Restate word for word the entries below, starting at the line with "ring mcp: (90, 124)" and ending at the line with "pinky tip: (1129, 638)". Keep both end lines and omit the pictures.

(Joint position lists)
Content starts
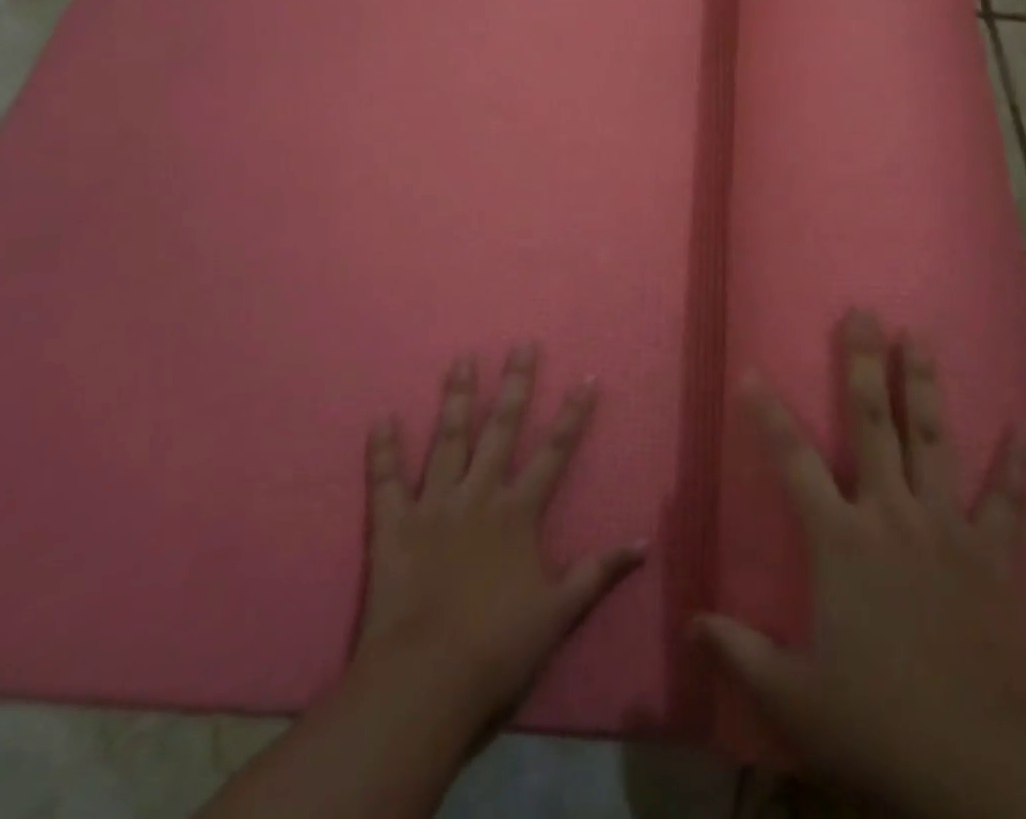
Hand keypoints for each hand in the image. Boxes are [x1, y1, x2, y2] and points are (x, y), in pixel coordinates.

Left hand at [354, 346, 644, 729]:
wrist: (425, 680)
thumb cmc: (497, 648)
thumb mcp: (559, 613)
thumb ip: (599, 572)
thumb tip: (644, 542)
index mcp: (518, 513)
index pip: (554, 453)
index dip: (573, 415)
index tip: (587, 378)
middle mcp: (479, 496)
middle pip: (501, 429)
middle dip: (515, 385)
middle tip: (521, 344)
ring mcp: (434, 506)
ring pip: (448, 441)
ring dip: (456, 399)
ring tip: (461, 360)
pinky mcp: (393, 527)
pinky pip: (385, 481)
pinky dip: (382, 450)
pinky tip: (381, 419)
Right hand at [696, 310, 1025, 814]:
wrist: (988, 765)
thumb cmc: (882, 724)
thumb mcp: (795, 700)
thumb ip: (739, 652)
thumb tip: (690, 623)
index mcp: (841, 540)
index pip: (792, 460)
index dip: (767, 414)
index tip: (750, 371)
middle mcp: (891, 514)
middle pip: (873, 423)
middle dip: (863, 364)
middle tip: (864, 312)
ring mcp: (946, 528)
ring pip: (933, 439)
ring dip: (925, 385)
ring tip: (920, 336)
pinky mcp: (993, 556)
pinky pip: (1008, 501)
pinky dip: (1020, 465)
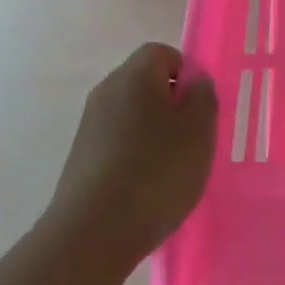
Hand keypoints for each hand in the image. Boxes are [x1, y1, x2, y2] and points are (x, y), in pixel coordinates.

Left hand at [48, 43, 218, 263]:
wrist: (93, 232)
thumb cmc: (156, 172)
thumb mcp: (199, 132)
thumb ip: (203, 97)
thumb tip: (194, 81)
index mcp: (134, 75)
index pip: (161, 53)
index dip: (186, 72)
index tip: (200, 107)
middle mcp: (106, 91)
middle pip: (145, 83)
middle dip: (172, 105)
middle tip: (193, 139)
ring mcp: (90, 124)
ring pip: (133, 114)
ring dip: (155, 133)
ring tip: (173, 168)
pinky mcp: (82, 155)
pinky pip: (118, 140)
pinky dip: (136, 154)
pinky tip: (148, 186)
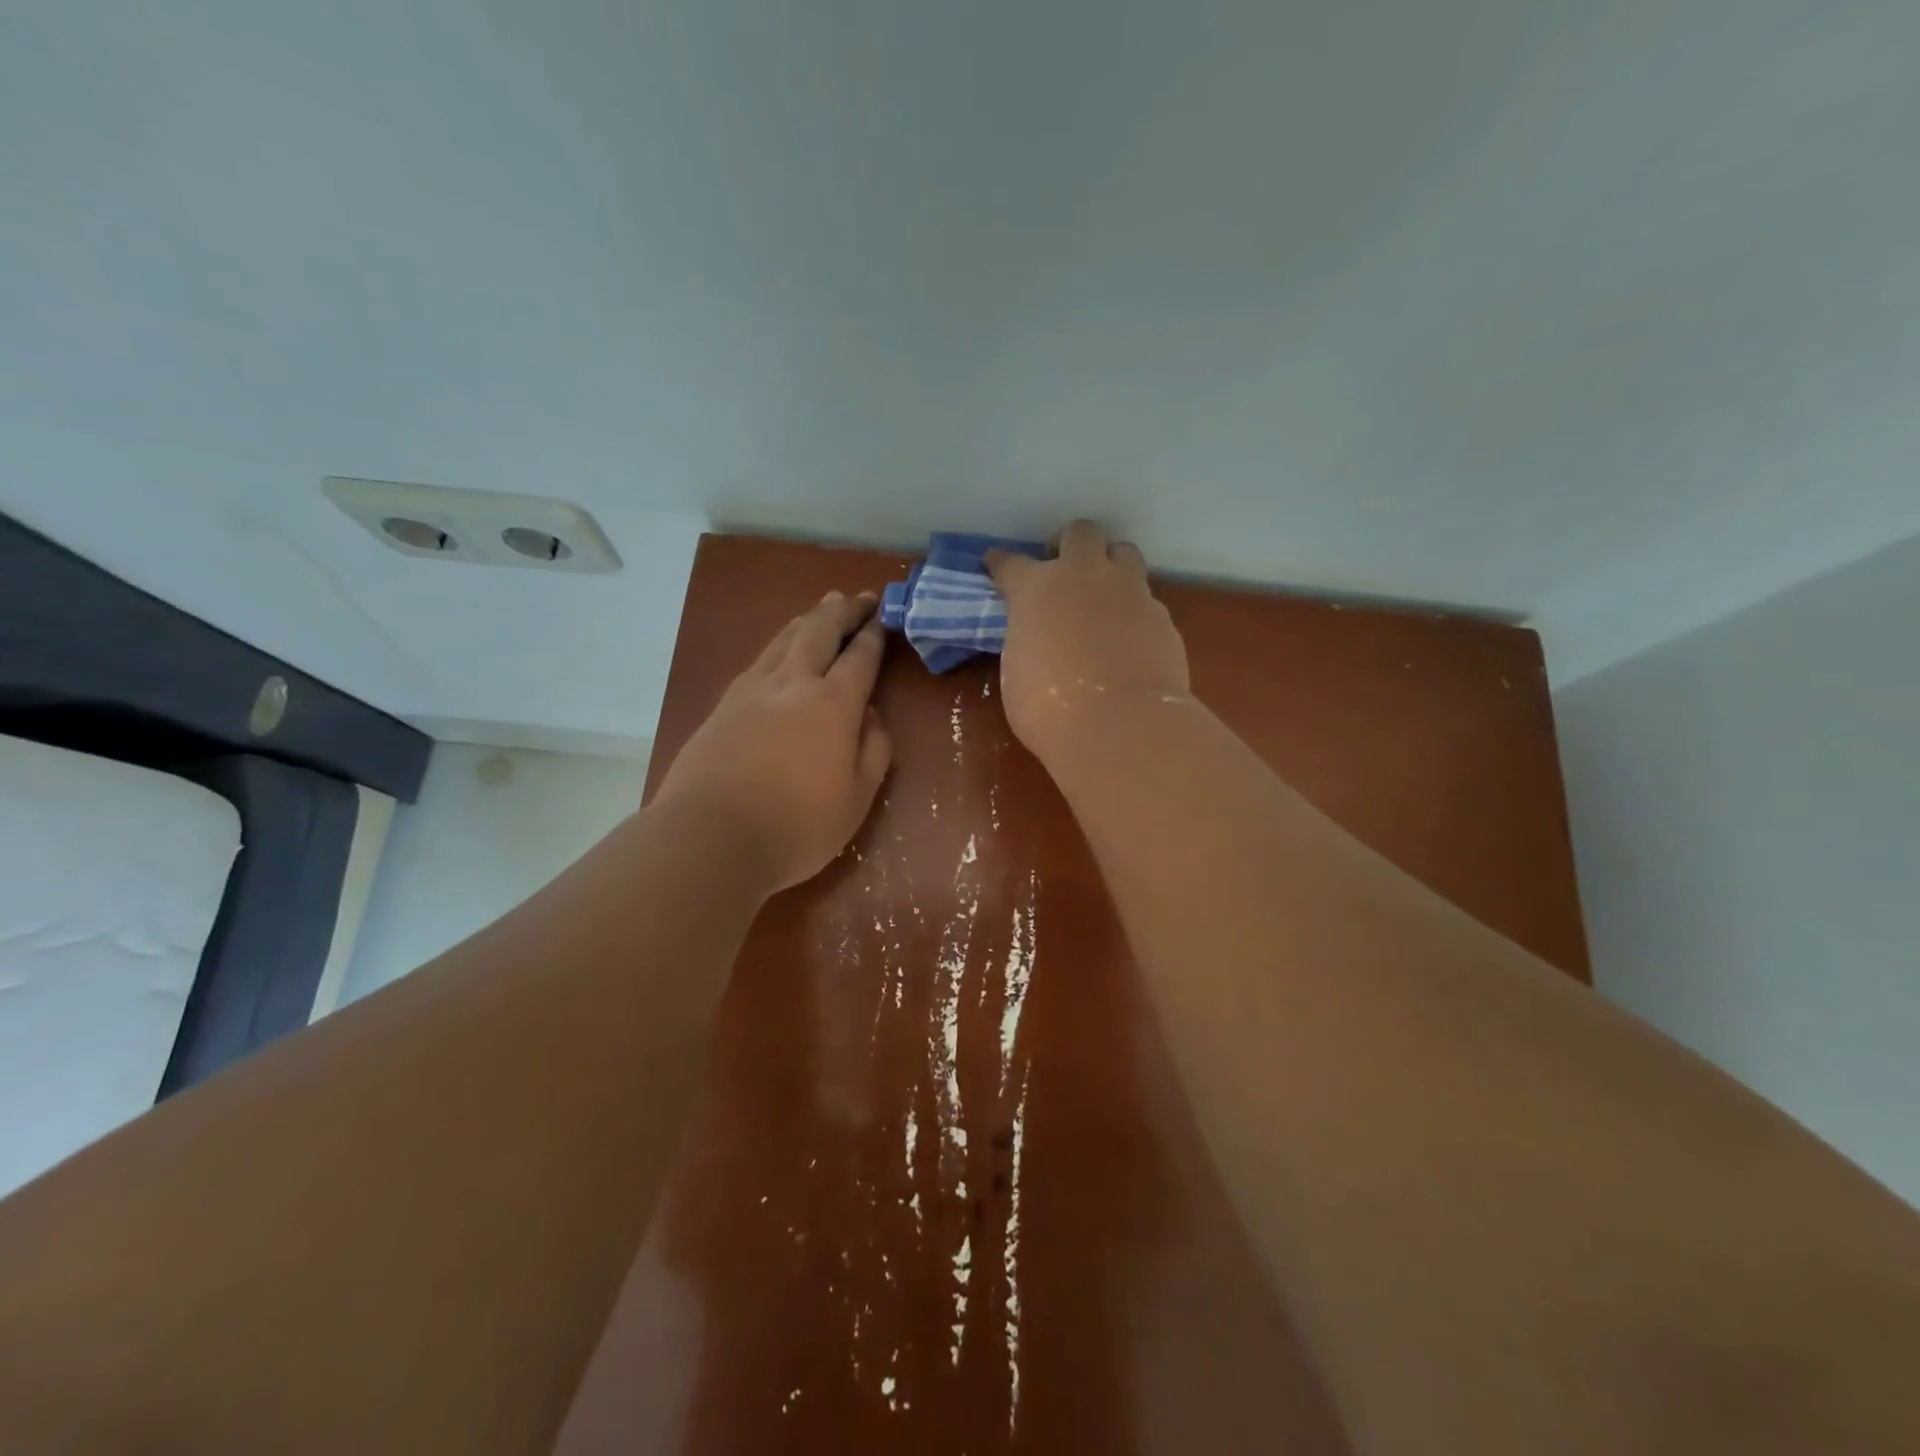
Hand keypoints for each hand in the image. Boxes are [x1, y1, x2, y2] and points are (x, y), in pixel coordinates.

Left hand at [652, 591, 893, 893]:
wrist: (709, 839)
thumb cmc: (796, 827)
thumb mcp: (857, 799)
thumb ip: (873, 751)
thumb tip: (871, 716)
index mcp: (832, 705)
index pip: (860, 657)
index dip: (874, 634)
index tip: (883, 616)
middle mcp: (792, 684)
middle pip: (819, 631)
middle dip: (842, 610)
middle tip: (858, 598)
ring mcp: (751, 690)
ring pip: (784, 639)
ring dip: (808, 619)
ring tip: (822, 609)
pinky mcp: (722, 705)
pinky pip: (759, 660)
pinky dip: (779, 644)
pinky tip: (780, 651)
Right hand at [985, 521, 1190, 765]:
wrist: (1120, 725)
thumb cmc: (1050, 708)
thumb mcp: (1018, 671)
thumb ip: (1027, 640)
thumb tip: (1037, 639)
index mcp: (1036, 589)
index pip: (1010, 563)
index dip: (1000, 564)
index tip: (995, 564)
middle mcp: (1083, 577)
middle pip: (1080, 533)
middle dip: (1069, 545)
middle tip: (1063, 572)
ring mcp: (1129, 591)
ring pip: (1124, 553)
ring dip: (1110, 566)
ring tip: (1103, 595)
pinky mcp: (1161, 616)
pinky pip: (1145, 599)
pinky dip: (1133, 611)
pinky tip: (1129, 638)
Content ends
Content starts
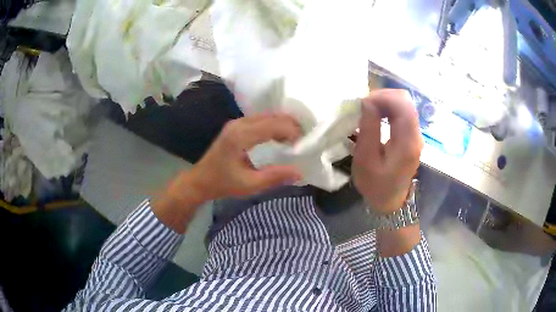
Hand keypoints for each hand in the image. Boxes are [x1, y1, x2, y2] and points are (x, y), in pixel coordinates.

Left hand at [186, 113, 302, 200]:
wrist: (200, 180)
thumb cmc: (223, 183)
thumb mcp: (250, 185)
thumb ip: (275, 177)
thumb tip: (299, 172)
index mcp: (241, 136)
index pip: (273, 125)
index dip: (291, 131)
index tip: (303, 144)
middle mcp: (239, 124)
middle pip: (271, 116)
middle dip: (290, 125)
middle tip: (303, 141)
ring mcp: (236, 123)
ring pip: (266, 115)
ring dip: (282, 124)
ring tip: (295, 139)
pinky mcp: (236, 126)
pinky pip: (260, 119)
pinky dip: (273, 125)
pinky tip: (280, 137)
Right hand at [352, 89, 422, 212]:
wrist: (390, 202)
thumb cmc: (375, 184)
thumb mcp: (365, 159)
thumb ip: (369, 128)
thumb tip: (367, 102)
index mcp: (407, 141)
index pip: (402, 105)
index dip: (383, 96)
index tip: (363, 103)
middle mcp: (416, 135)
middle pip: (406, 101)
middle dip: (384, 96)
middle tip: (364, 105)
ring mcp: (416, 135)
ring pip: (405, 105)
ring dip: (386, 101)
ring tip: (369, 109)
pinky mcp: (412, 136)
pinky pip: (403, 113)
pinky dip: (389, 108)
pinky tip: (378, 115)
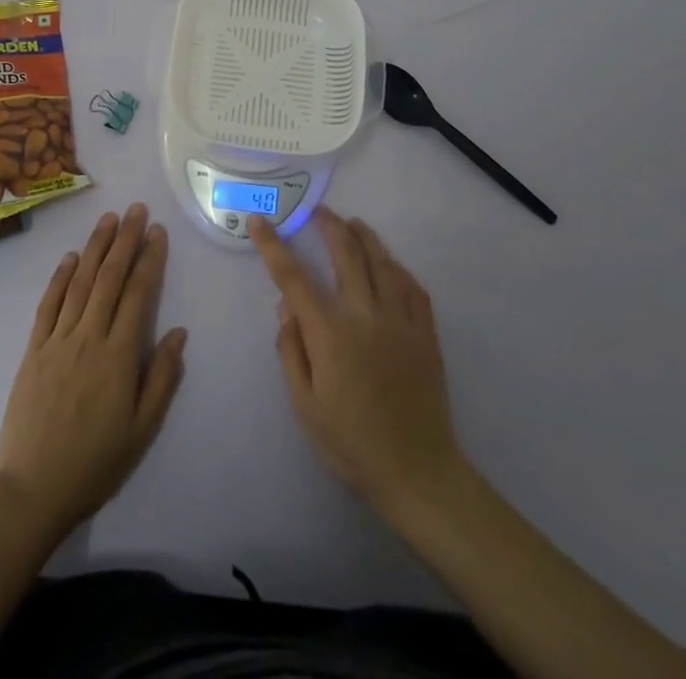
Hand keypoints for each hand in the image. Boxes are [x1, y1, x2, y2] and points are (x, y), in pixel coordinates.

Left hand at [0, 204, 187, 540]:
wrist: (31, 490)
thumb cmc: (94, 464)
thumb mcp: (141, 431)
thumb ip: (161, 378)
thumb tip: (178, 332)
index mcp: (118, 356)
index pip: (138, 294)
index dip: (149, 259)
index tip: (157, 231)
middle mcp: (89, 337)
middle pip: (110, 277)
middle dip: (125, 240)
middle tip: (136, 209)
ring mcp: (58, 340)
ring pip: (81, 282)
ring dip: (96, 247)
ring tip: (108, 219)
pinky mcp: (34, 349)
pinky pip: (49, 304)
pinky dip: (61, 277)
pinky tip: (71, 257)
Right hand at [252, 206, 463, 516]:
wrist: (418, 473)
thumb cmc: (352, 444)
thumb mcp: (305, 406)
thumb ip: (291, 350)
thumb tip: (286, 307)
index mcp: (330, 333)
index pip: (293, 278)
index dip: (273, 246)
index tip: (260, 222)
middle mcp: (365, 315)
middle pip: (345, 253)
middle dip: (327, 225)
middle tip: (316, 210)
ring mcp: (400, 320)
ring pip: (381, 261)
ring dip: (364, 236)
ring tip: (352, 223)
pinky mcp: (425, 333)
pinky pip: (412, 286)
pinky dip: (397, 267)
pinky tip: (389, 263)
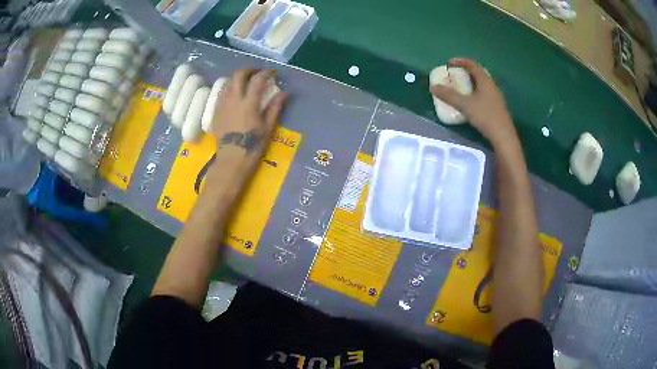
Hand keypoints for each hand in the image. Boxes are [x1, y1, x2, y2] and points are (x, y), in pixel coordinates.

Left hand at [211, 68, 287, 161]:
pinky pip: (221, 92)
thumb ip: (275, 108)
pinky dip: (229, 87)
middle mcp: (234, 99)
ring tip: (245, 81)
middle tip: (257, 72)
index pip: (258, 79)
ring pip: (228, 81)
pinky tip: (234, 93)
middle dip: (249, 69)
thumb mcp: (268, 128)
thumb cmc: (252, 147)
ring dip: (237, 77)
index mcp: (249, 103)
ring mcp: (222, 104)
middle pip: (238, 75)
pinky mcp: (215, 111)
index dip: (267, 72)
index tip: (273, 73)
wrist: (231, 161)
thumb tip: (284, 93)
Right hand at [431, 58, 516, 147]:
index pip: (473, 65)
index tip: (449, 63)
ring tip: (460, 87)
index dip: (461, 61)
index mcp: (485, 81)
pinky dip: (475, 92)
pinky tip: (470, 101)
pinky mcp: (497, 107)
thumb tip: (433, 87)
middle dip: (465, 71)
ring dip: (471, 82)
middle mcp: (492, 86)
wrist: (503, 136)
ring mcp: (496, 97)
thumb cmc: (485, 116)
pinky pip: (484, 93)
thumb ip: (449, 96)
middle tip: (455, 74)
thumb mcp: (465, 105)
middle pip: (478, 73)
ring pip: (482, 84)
Content ends
WRITTEN ANSWER:
ring mcp: (90, 124)
ring pip: (133, 114)
ring dip: (155, 133)
ring tip: (173, 168)
pinky mcp: (82, 155)
pinky pip: (118, 140)
pinky dip: (136, 154)
pinky tip: (148, 186)
Hand keypoints for each hand in the image. Boxes are [x1, y1, x2, y2] and points are (x, y), in pixel coordinates.

Left hand at [652, 591, 893, 893]:
wrist: (709, 839)
thumb cmc: (796, 827)
thumb mcp: (857, 799)
thumb ip: (873, 751)
thumb tip: (871, 716)
index mcp: (832, 705)
index pip: (860, 657)
index dip: (874, 634)
index tip: (883, 616)
middle mcp: (792, 684)
middle pip: (819, 631)
middle dip: (842, 610)
middle tip: (858, 598)
ring mcp: (751, 690)
ring pip: (784, 639)
ring dip: (808, 619)
ring tip: (822, 609)
pinky mcp: (722, 705)
pinky pip: (759, 660)
pinky dip: (779, 644)
pinky tip: (780, 651)
Right hand at [985, 521, 1190, 765]:
wrist: (1120, 725)
thumb cmc: (1050, 708)
thumb mcp: (1018, 671)
thumb ip: (1027, 640)
thumb tip: (1037, 639)
index mcp: (1036, 589)
index pip: (1010, 563)
index dip: (1000, 564)
index tip: (995, 564)
middle mcp: (1083, 577)
middle pip: (1080, 533)
middle dip: (1069, 545)
middle tip: (1063, 572)
ring mcp: (1129, 591)
ring pip: (1124, 553)
ring dip: (1110, 566)
ring tip: (1103, 595)
pinky mcp: (1161, 616)
pinky pip: (1145, 599)
pinky dip: (1133, 611)
pinky tip: (1129, 638)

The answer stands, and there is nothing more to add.